## Exercise
Quote each line of the material verbatim, without the pictures.

Source data: Begin

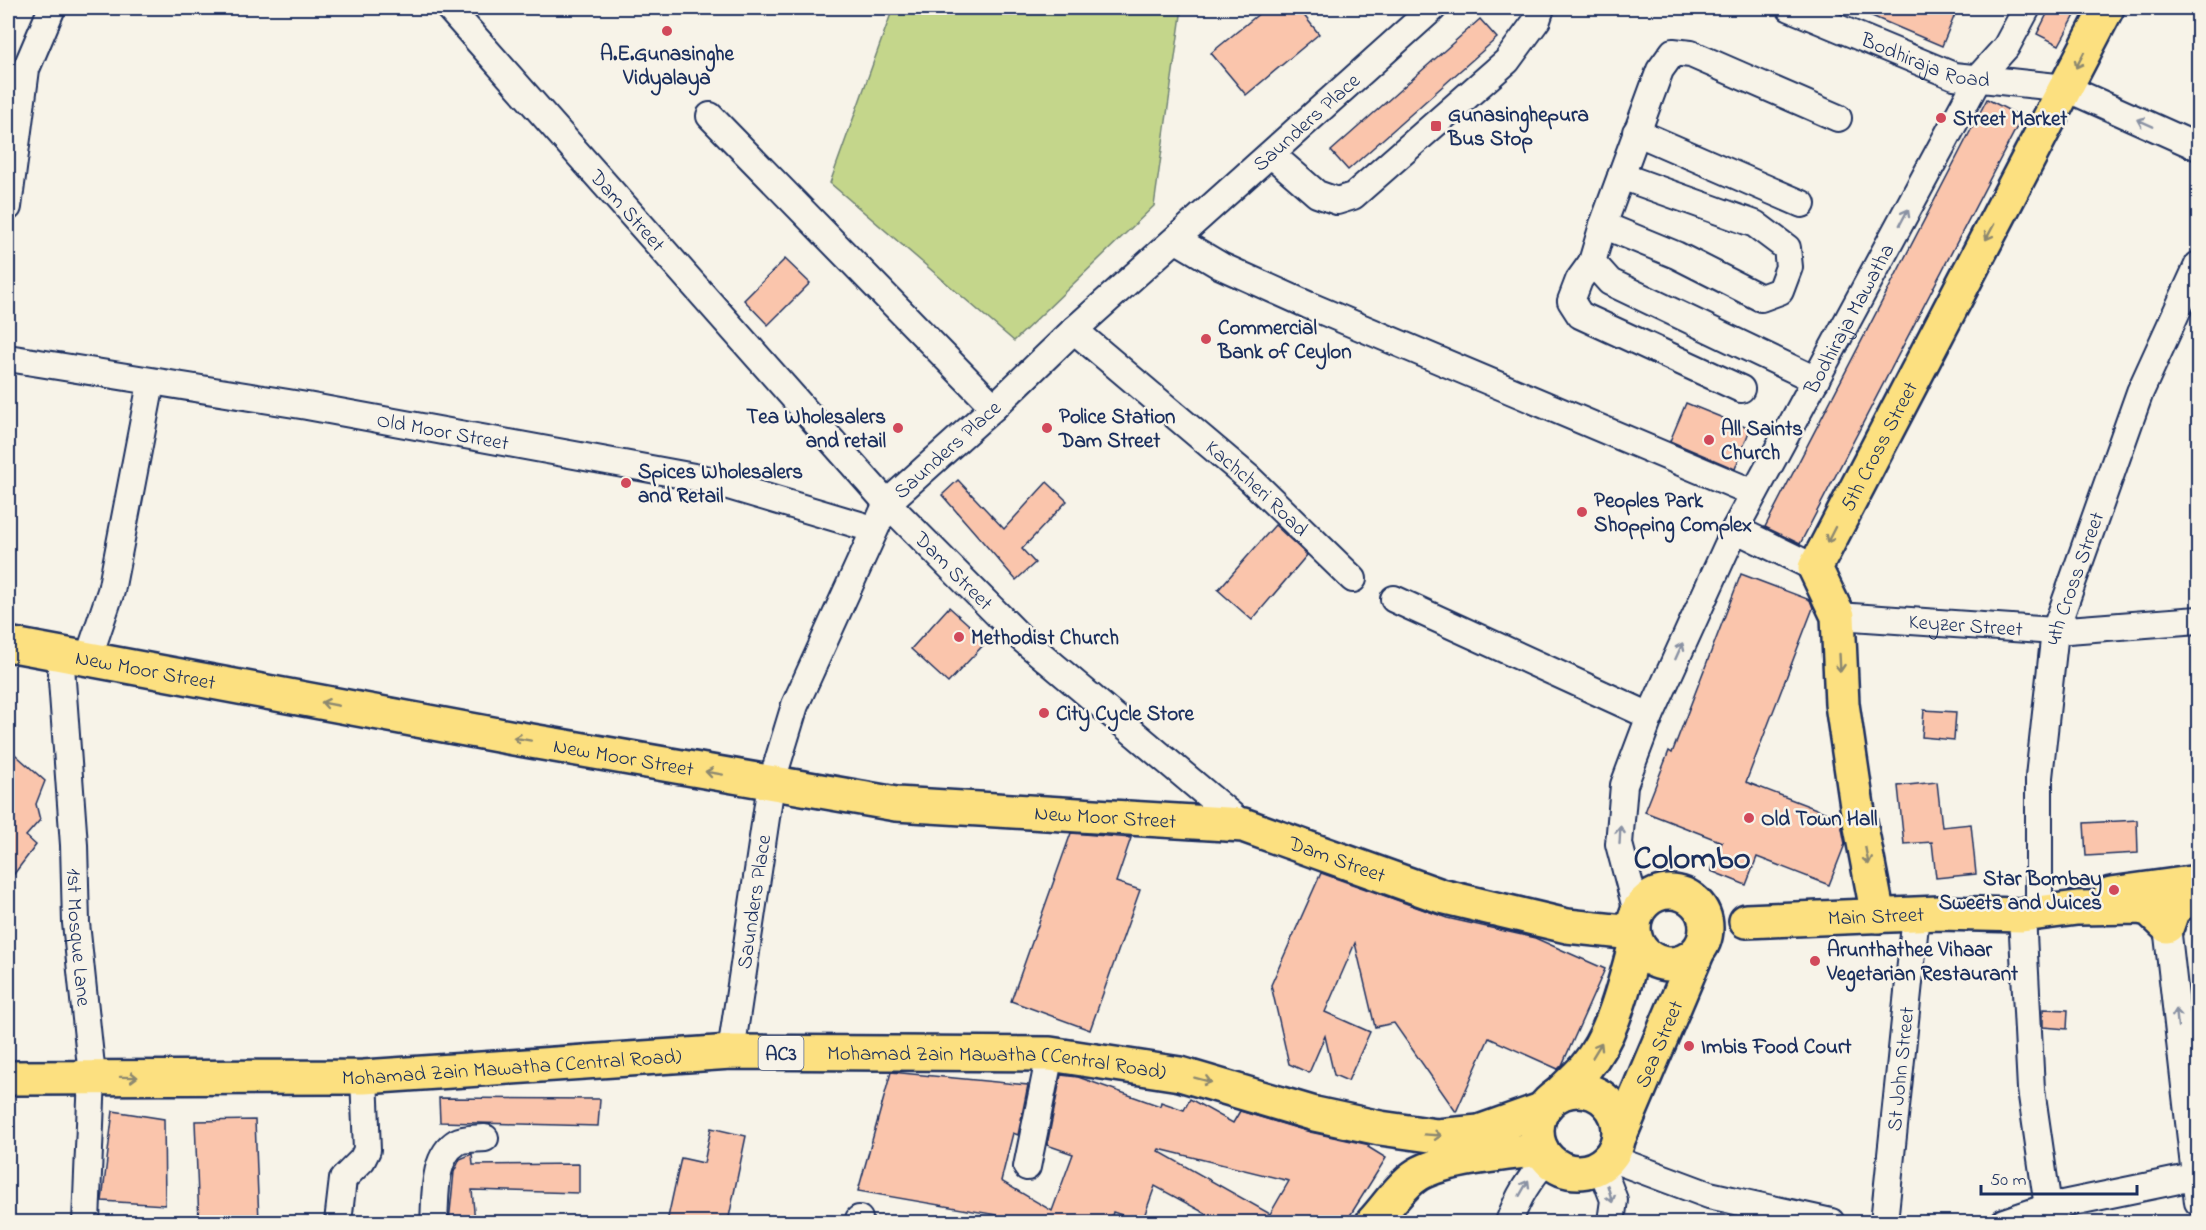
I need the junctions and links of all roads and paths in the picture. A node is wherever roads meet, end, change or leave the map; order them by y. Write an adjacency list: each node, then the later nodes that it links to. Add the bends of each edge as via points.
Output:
1 (52, 8): 15 (street, via 26,69)
2 (449, 8): 30 (street, Dam Street)
3 (1432, 8): 14 (street, Saunders Place)
4 (1541, 8): 14 (street, via 1537,20 1507,61 1353,196 1337,201 1317,194)
5 (1790, 8): 8 (street, Bodhiraja Road, via 1954,76)
6 (2027, 8): 8 (street, Bodhiraja Mawatha, via 2006,47)
7 (2107, 8): 9 (main road, 5th Cross Street, one-way to 9)
8 (1979, 78): 9 (street, Bodhiraja Road); 25 (street, Bodhiraja Mawatha, one-way to 8)
9 (2066, 88): 13 (street, Bodhiraja Road, one-way to 9); 33 (main road, 5th Cross Street, one-way to 33)
10 (711, 116): 28 (street)
11 (1838, 118): 12 (street, via 1691,54 1673,52 1660,69)
12 (1636, 132): 16 (street); 17 (street)
13 (2199, 147)
14 (1271, 154): 20 (street, Saunders Place)
15 (11, 155): 18 (street)
16 (1621, 176): 19 (street); 19 (street, via 1755,224 1787,248 1789,267 1780,291 1761,298 1676,255)
17 (1802, 204)
18 (8, 207)
19 (1603, 225): 21 (street)
20 (1177, 240): 23 (street, Saunders Place); 29 (street, via 1221,266)
21 (1592, 262): 25 (street, via 1610,282); 27 (street, via 1571,301 1580,315)
22 (2199, 265): 38 (street, 4th Cross Street, via 2140,392)
23 (1074, 330): 28 (street, Saunders Place); 34 (street, Kachcheri Road, via 1249,478)
24 (8, 358): 26 (street, Old Moor Street)
25 (1815, 380): 29 (street, Bodhiraja Mawatha)
26 (151, 382): 31 (street, Old Moor Street, via 307,406 705,479); 40 (street, via 111,591)
27 (1741, 389)
28 (994, 407): 30 (street, Saunders Place)
29 (1754, 493): 32 (street, Bodhiraja Mawatha)
30 (886, 503): 31 (street, Saunders Place); 43 (street, Dam Street, via 1020,636)
31 (873, 529): 42 (street, Saunders Place, via 795,705)
32 (1735, 530): 33 (street); 41 (street, Bodhiraja Mawatha, one-way to 32)
33 (1815, 568): 36 (main road)
34 (1353, 579)
35 (1394, 599): 41 (street)
36 (1838, 616): 38 (street, Keyzer Street); 49 (main road, one-way to 49, via 1842,704)
37 (2199, 620): 38 (street, Keyzer Street)
38 (2055, 631): 47 (street, 4th Cross Street, via 2039,777)
39 (8, 644): 40 (main road, New Moor Street)
40 (74, 656): 42 (main road, New Moor Street, one-way to 40); 55 (street, 1st Mosque Lane, via 76,923)
41 (1650, 716): 51 (street, Bodhiraja Mawatha, one-way to 41, via 1619,844 1624,785)
42 (771, 784): 43 (main road, New Moor Street, via 896,804); 53 (street, Saunders Place)
43 (1243, 825): 51 (main road, Dam Street, via 1441,896 1567,926)
44 (2199, 882): 46 (main road, Main Street, via 2101,895)
45 (2199, 893): 50 (main road, via 2173,909)
46 (2077, 908): 47 (main road, Main Street); 50 (main road, Main Street, via 2149,909)
47 (2031, 914): 48 (main road, Main Street); 65 (street, 4th Cross Street, via 2031,1089)
48 (1916, 915): 49 (main road, Main Street); 73 (street, St John Street)
49 (1878, 916): 52 (main road, Main Street, via 1746,921)
50 (2167, 926): 64 (street, one-way to 50)
51 (1635, 929): 52 (main road, via 1646,957 1668,965 1678,964); 52 (main road, via 1643,902 1664,892 1686,896); 58 (main road, one-way to 51, via 1587,1066 1603,1039)
52 (1702, 933): 61 (main road, Sea Street)
53 (731, 1052): 54 (main road, Mohamad Zain Mawatha (Central Road) / AC3); 56 (main road, Mohamad Zain Mawatha (Central Road) / AC3)
54 (1050, 1054): 59 (main road, Mohamad Zain Mawatha (Central Road) / AC3, one-way to 59, via 1180,1074 1315,1114); 63 (street)
55 (92, 1076): 56 (main road, Mohamad Zain Mawatha (Central Road) / AC3, one-way to 56); 57 (main road, Mohamad Zain Mawatha (Central Road) / AC3); 67 (street, 1st Mosque Lane)
56 (363, 1077): 68 (street, via 366,1150 362,1160 343,1179)
57 (8, 1078)
58 (1550, 1102): 59 (main road, Mohamad Zain Mawatha (Central Road) / AC3, one-way to 58, via 1437,1136 1479,1132); 61 (main road, via 1570,1090 1583,1090 1606,1100 1619,1122); 62 (main road, via 1536,1134)
59 (1380, 1128): 66 (main road, via 1394,1141 1400,1156 1400,1176)
60 (485, 1138): 69 (street, via 458,1141 446,1152 438,1170)
61 (1610, 1153): 62 (main road, via 1577,1173 1564,1170); 71 (street, one-way to 71, via 1614,1200); 72 (street, via 1708,1195)
62 (1544, 1154): 66 (main road, via 1500,1154 1426,1170 1413,1178); 70 (street, one-way to 62)
63 (1027, 1167)
64 (2197, 1185): 65 (street)
65 (2048, 1207): 74 (street)
66 (1382, 1212)
67 (86, 1222)
68 (338, 1222)
69 (435, 1222)
70 (1509, 1222)
71 (1611, 1222)
72 (1832, 1222)
73 (1884, 1222)
74 (2004, 1222)

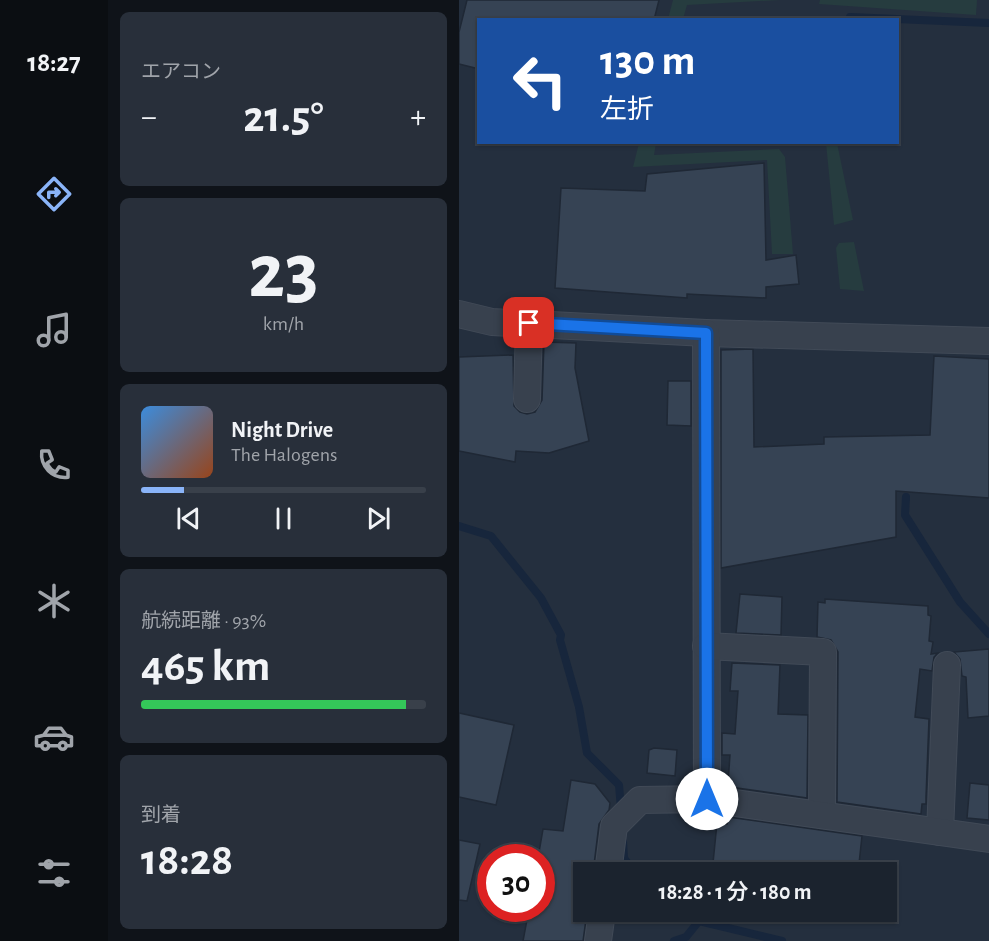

Source data: End

## Response for this exercise
I need the junctions and links of all roads and paths in the picture. A node is wherever roads meet, end, change or leave the map; order them by y. Write an adjacency list: each node, then the later nodes that it links to. Add the bends of each edge as via points.
Output:
1 (52, 8): 15 (street, via 26,69)
2 (449, 8): 30 (street, Dam Street)
3 (1432, 8): 14 (street, Saunders Place)
4 (1541, 8): 14 (street, via 1537,20 1507,61 1353,196 1337,201 1317,194)
5 (1790, 8): 8 (street, Bodhiraja Road, via 1954,76)
6 (2027, 8): 8 (street, Bodhiraja Mawatha, via 2006,47)
7 (2107, 8): 9 (main road, 5th Cross Street, one-way to 9)
8 (1979, 78): 9 (street, Bodhiraja Road); 25 (street, Bodhiraja Mawatha, one-way to 8)
9 (2066, 88): 13 (street, Bodhiraja Road, one-way to 9); 33 (main road, 5th Cross Street, one-way to 33)
10 (711, 116): 28 (street)
11 (1838, 118): 12 (street, via 1691,54 1673,52 1660,69)
12 (1636, 132): 16 (street); 17 (street)
13 (2199, 147)
14 (1271, 154): 20 (street, Saunders Place)
15 (11, 155): 18 (street)
16 (1621, 176): 19 (street); 19 (street, via 1755,224 1787,248 1789,267 1780,291 1761,298 1676,255)
17 (1802, 204)
18 (8, 207)
19 (1603, 225): 21 (street)
20 (1177, 240): 23 (street, Saunders Place); 29 (street, via 1221,266)
21 (1592, 262): 25 (street, via 1610,282); 27 (street, via 1571,301 1580,315)
22 (2199, 265): 38 (street, 4th Cross Street, via 2140,392)
23 (1074, 330): 28 (street, Saunders Place); 34 (street, Kachcheri Road, via 1249,478)
24 (8, 358): 26 (street, Old Moor Street)
25 (1815, 380): 29 (street, Bodhiraja Mawatha)
26 (151, 382): 31 (street, Old Moor Street, via 307,406 705,479); 40 (street, via 111,591)
27 (1741, 389)
28 (994, 407): 30 (street, Saunders Place)
29 (1754, 493): 32 (street, Bodhiraja Mawatha)
30 (886, 503): 31 (street, Saunders Place); 43 (street, Dam Street, via 1020,636)
31 (873, 529): 42 (street, Saunders Place, via 795,705)
32 (1735, 530): 33 (street); 41 (street, Bodhiraja Mawatha, one-way to 32)
33 (1815, 568): 36 (main road)
34 (1353, 579)
35 (1394, 599): 41 (street)
36 (1838, 616): 38 (street, Keyzer Street); 49 (main road, one-way to 49, via 1842,704)
37 (2199, 620): 38 (street, Keyzer Street)
38 (2055, 631): 47 (street, 4th Cross Street, via 2039,777)
39 (8, 644): 40 (main road, New Moor Street)
40 (74, 656): 42 (main road, New Moor Street, one-way to 40); 55 (street, 1st Mosque Lane, via 76,923)
41 (1650, 716): 51 (street, Bodhiraja Mawatha, one-way to 41, via 1619,844 1624,785)
42 (771, 784): 43 (main road, New Moor Street, via 896,804); 53 (street, Saunders Place)
43 (1243, 825): 51 (main road, Dam Street, via 1441,896 1567,926)
44 (2199, 882): 46 (main road, Main Street, via 2101,895)
45 (2199, 893): 50 (main road, via 2173,909)
46 (2077, 908): 47 (main road, Main Street); 50 (main road, Main Street, via 2149,909)
47 (2031, 914): 48 (main road, Main Street); 65 (street, 4th Cross Street, via 2031,1089)
48 (1916, 915): 49 (main road, Main Street); 73 (street, St John Street)
49 (1878, 916): 52 (main road, Main Street, via 1746,921)
50 (2167, 926): 64 (street, one-way to 50)
51 (1635, 929): 52 (main road, via 1646,957 1668,965 1678,964); 52 (main road, via 1643,902 1664,892 1686,896); 58 (main road, one-way to 51, via 1587,1066 1603,1039)
52 (1702, 933): 61 (main road, Sea Street)
53 (731, 1052): 54 (main road, Mohamad Zain Mawatha (Central Road) / AC3); 56 (main road, Mohamad Zain Mawatha (Central Road) / AC3)
54 (1050, 1054): 59 (main road, Mohamad Zain Mawatha (Central Road) / AC3, one-way to 59, via 1180,1074 1315,1114); 63 (street)
55 (92, 1076): 56 (main road, Mohamad Zain Mawatha (Central Road) / AC3, one-way to 56); 57 (main road, Mohamad Zain Mawatha (Central Road) / AC3); 67 (street, 1st Mosque Lane)
56 (363, 1077): 68 (street, via 366,1150 362,1160 343,1179)
57 (8, 1078)
58 (1550, 1102): 59 (main road, Mohamad Zain Mawatha (Central Road) / AC3, one-way to 58, via 1437,1136 1479,1132); 61 (main road, via 1570,1090 1583,1090 1606,1100 1619,1122); 62 (main road, via 1536,1134)
59 (1380, 1128): 66 (main road, via 1394,1141 1400,1156 1400,1176)
60 (485, 1138): 69 (street, via 458,1141 446,1152 438,1170)
61 (1610, 1153): 62 (main road, via 1577,1173 1564,1170); 71 (street, one-way to 71, via 1614,1200); 72 (street, via 1708,1195)
62 (1544, 1154): 66 (main road, via 1500,1154 1426,1170 1413,1178); 70 (street, one-way to 62)
63 (1027, 1167)
64 (2197, 1185): 65 (street)
65 (2048, 1207): 74 (street)
66 (1382, 1212)
67 (86, 1222)
68 (338, 1222)
69 (435, 1222)
70 (1509, 1222)
71 (1611, 1222)
72 (1832, 1222)
73 (1884, 1222)
74 (2004, 1222)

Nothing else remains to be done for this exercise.